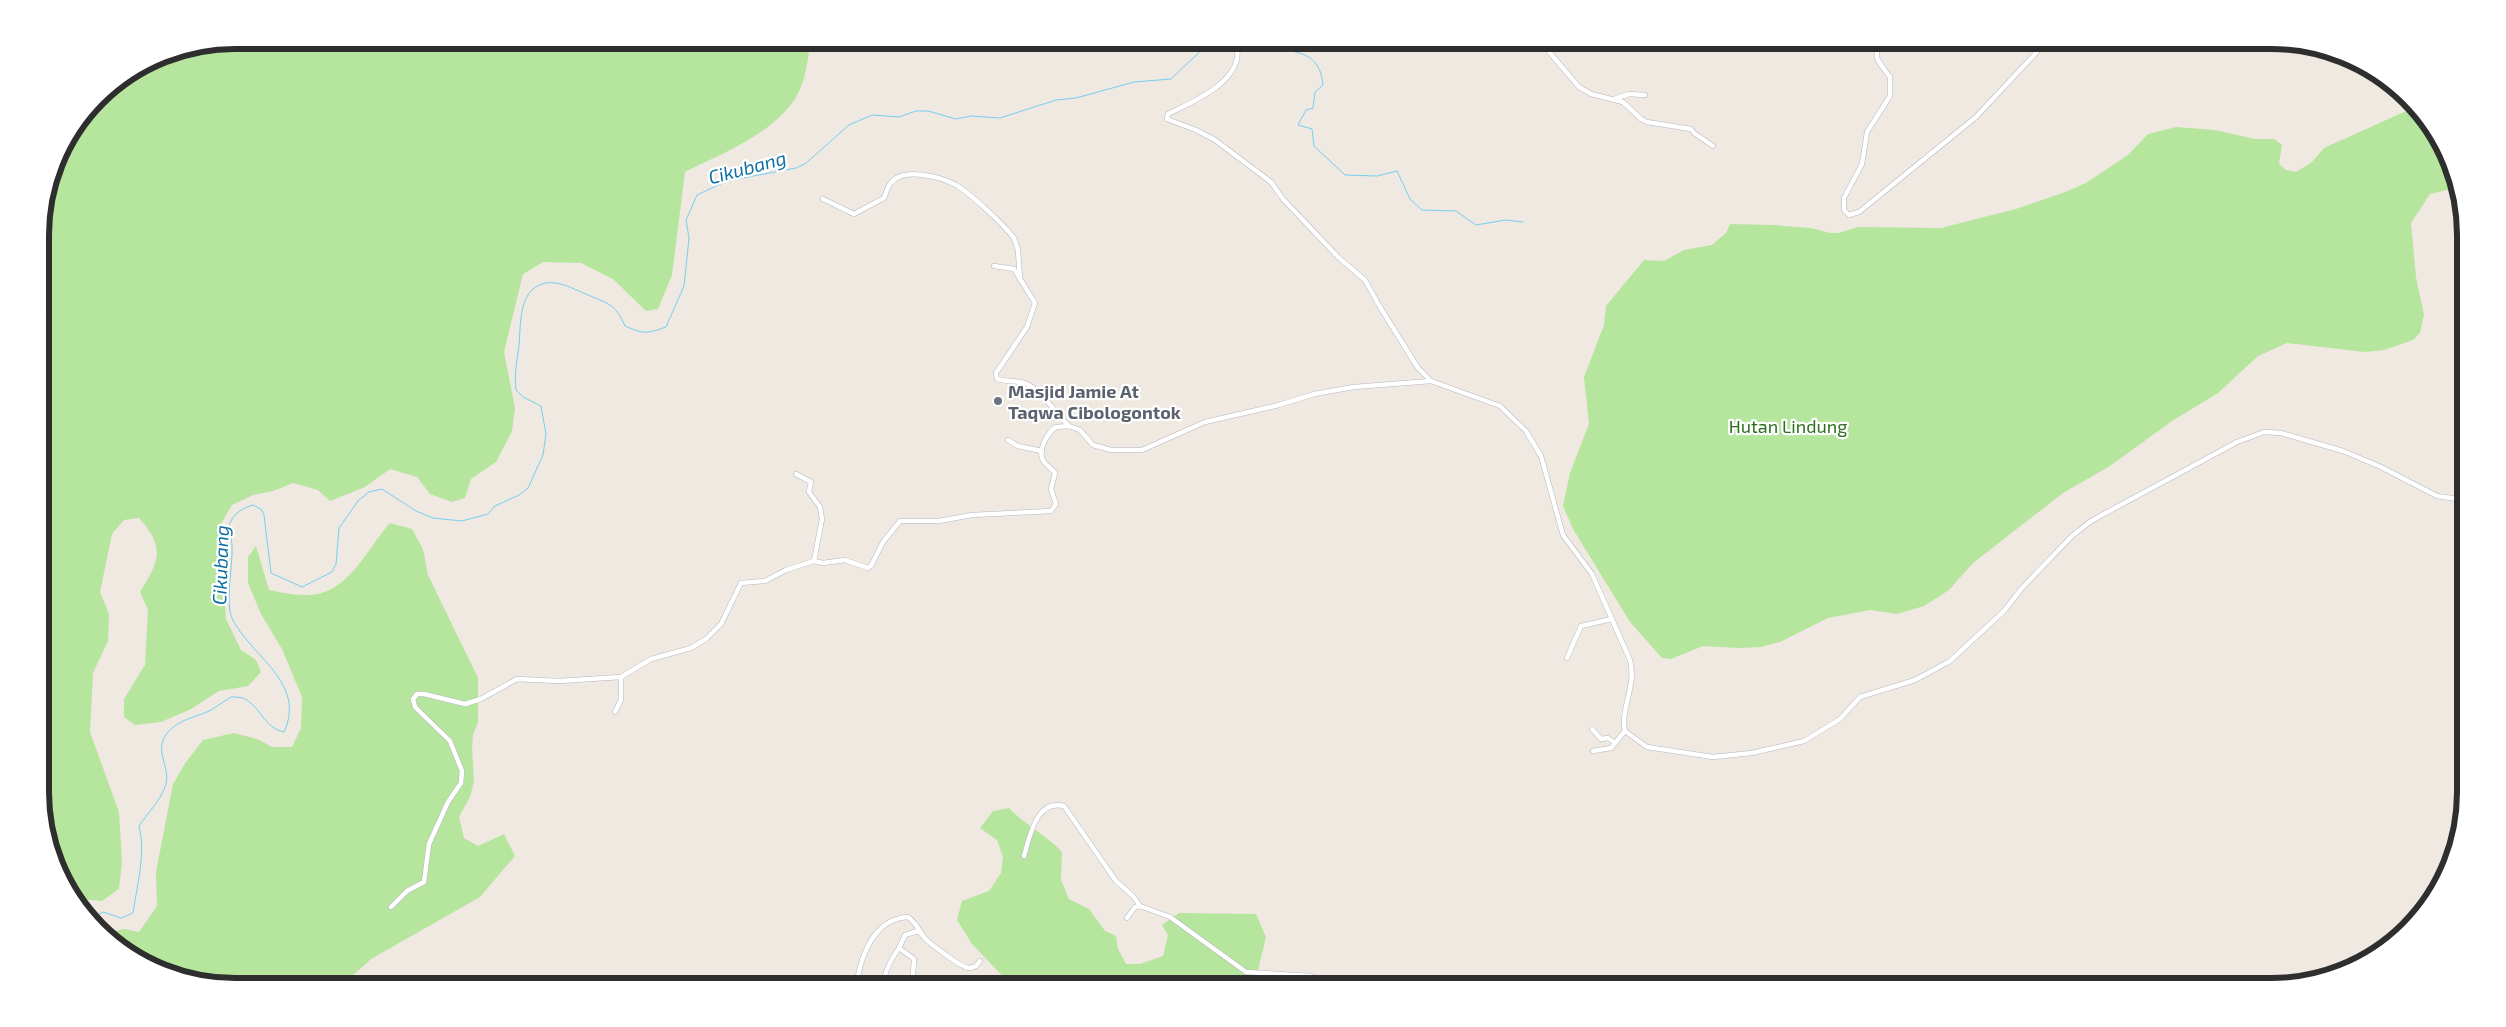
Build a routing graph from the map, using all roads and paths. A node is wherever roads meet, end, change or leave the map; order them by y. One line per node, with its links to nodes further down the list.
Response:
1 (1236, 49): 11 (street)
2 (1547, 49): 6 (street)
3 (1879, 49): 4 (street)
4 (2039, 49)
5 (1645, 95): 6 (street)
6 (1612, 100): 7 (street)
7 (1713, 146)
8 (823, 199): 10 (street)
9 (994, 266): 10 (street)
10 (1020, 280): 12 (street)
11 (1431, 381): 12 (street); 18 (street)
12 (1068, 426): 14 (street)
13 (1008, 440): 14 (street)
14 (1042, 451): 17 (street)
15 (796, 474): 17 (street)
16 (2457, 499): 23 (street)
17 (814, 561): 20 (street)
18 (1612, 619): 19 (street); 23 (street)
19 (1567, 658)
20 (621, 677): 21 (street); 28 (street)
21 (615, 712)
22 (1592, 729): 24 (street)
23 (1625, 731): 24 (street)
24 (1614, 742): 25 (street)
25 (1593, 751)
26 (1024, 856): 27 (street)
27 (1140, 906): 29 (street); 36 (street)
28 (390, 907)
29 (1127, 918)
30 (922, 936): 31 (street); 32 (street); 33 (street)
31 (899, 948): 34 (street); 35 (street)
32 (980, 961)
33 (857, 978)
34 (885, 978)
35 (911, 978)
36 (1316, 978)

◆ ◆ ◆ ◆ ◆

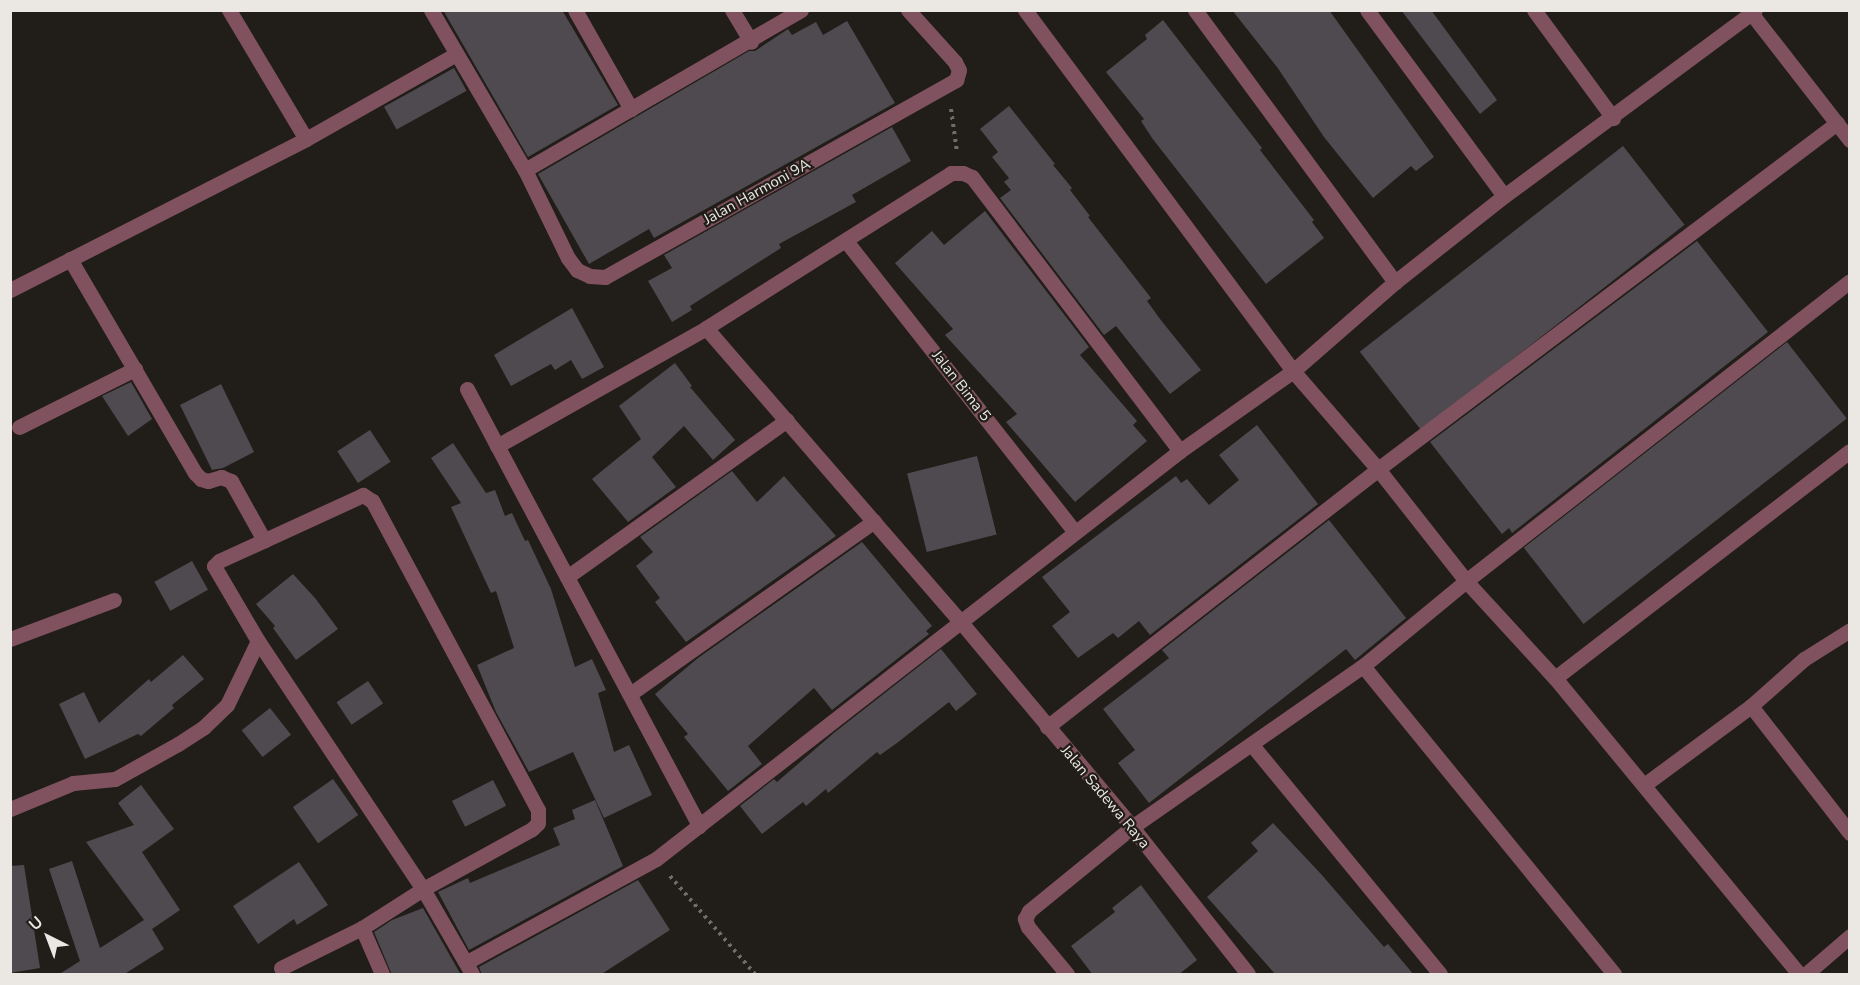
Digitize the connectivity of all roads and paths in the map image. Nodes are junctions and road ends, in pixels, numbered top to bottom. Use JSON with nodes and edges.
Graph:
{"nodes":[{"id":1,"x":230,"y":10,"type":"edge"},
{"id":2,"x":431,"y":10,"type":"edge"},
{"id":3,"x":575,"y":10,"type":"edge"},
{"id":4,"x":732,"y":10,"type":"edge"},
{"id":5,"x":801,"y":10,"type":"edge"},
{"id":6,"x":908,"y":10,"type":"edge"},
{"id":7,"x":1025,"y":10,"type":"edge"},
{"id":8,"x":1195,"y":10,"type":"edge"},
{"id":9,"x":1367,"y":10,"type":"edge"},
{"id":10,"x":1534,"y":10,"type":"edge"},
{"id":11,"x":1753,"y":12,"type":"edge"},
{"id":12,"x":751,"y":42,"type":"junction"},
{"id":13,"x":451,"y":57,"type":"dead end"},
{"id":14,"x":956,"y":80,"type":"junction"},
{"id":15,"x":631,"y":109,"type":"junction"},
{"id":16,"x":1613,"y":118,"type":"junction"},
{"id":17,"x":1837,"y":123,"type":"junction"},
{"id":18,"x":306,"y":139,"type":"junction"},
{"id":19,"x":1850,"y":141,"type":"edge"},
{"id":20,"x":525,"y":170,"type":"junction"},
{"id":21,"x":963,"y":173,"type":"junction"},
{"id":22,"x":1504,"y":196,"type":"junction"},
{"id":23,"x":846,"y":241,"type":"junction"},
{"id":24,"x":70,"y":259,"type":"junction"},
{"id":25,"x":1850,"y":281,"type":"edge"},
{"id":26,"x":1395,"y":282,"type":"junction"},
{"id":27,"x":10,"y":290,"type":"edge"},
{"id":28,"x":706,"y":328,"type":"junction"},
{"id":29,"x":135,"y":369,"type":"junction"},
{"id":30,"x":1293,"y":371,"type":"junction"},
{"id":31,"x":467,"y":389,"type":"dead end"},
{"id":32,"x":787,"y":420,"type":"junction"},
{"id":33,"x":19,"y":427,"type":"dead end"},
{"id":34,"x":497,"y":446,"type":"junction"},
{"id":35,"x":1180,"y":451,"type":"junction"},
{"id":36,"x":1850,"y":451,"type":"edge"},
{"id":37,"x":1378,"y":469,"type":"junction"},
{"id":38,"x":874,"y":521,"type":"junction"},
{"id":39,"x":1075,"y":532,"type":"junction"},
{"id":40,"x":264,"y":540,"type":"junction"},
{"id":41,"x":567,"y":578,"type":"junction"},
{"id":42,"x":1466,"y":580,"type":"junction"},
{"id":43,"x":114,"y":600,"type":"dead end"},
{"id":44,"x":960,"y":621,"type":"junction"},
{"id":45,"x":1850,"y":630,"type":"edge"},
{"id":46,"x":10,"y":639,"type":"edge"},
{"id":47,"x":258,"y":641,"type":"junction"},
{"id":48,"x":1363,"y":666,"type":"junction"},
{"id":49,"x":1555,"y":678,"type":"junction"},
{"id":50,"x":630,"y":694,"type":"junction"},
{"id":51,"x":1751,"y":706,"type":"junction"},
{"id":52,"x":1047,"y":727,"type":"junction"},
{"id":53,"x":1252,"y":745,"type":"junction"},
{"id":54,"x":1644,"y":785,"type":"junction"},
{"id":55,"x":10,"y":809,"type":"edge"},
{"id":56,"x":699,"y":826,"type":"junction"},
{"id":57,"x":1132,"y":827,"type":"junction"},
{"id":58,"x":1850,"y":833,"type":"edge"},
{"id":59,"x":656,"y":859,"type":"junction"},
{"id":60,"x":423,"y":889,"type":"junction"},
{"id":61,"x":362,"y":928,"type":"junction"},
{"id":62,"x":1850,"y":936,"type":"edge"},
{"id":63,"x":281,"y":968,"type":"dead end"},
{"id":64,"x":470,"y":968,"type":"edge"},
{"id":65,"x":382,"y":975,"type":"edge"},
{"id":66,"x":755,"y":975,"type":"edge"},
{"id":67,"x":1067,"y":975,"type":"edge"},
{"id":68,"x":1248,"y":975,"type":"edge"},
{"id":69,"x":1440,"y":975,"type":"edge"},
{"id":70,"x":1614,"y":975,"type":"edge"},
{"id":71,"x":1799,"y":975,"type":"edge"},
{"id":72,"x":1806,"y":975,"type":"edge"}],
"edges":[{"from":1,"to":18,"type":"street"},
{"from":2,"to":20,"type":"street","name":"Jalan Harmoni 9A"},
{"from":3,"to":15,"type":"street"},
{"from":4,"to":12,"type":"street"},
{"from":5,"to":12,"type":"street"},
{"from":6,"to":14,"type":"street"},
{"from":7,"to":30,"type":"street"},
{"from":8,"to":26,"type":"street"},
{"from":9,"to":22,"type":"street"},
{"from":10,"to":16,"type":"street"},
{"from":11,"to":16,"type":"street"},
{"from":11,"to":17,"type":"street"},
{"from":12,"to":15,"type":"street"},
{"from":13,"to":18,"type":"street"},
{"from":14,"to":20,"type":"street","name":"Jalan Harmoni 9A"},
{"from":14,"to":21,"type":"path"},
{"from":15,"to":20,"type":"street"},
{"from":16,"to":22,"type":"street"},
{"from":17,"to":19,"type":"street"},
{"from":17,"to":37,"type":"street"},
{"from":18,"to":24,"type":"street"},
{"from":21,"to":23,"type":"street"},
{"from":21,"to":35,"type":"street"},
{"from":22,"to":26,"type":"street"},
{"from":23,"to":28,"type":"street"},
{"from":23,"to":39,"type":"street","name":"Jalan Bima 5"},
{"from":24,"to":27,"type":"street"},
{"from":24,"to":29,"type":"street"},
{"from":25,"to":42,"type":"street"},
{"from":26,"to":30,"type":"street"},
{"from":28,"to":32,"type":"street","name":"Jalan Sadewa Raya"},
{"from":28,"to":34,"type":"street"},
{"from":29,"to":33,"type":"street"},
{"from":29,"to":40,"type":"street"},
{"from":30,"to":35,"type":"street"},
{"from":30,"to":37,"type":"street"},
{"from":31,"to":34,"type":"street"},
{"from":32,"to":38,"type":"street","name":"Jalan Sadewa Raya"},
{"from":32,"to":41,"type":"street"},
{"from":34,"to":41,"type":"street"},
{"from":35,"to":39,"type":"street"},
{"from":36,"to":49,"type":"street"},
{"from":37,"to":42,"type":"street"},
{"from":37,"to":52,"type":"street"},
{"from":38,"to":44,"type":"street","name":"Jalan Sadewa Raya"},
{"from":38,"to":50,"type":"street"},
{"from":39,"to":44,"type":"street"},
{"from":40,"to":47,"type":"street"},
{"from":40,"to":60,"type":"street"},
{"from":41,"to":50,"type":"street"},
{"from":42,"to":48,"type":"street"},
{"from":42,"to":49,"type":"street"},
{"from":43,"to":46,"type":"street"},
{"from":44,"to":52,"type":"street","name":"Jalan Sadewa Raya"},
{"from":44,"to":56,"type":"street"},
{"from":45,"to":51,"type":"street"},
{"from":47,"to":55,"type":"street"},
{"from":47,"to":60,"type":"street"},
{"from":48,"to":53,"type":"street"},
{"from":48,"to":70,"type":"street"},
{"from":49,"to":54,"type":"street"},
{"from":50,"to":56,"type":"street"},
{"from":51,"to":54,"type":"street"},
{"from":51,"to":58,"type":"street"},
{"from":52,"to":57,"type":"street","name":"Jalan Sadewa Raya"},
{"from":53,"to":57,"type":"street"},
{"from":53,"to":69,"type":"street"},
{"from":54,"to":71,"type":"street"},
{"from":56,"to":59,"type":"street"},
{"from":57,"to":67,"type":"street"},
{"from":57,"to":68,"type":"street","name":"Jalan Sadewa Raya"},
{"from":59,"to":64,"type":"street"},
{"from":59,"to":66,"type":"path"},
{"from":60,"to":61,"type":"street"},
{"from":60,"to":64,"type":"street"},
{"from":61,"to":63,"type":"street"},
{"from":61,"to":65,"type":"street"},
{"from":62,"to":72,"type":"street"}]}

◆ ◆ ◆ ◆ ◆

_WHAT YOU WILL DO_. The job here is to find each line above with the word "roads" and copy it.

_TASK OUTPUT_.
Build a routing graph from the map, using all roads and paths. A node is wherever roads meet, end, change or leave the map; order them by y. One line per node, with its links to nodes further down the list.
Digitize the connectivity of all roads and paths in the map image. Nodes are junctions and road ends, in pixels, numbered top to bottom. Use JSON with nodes and edges.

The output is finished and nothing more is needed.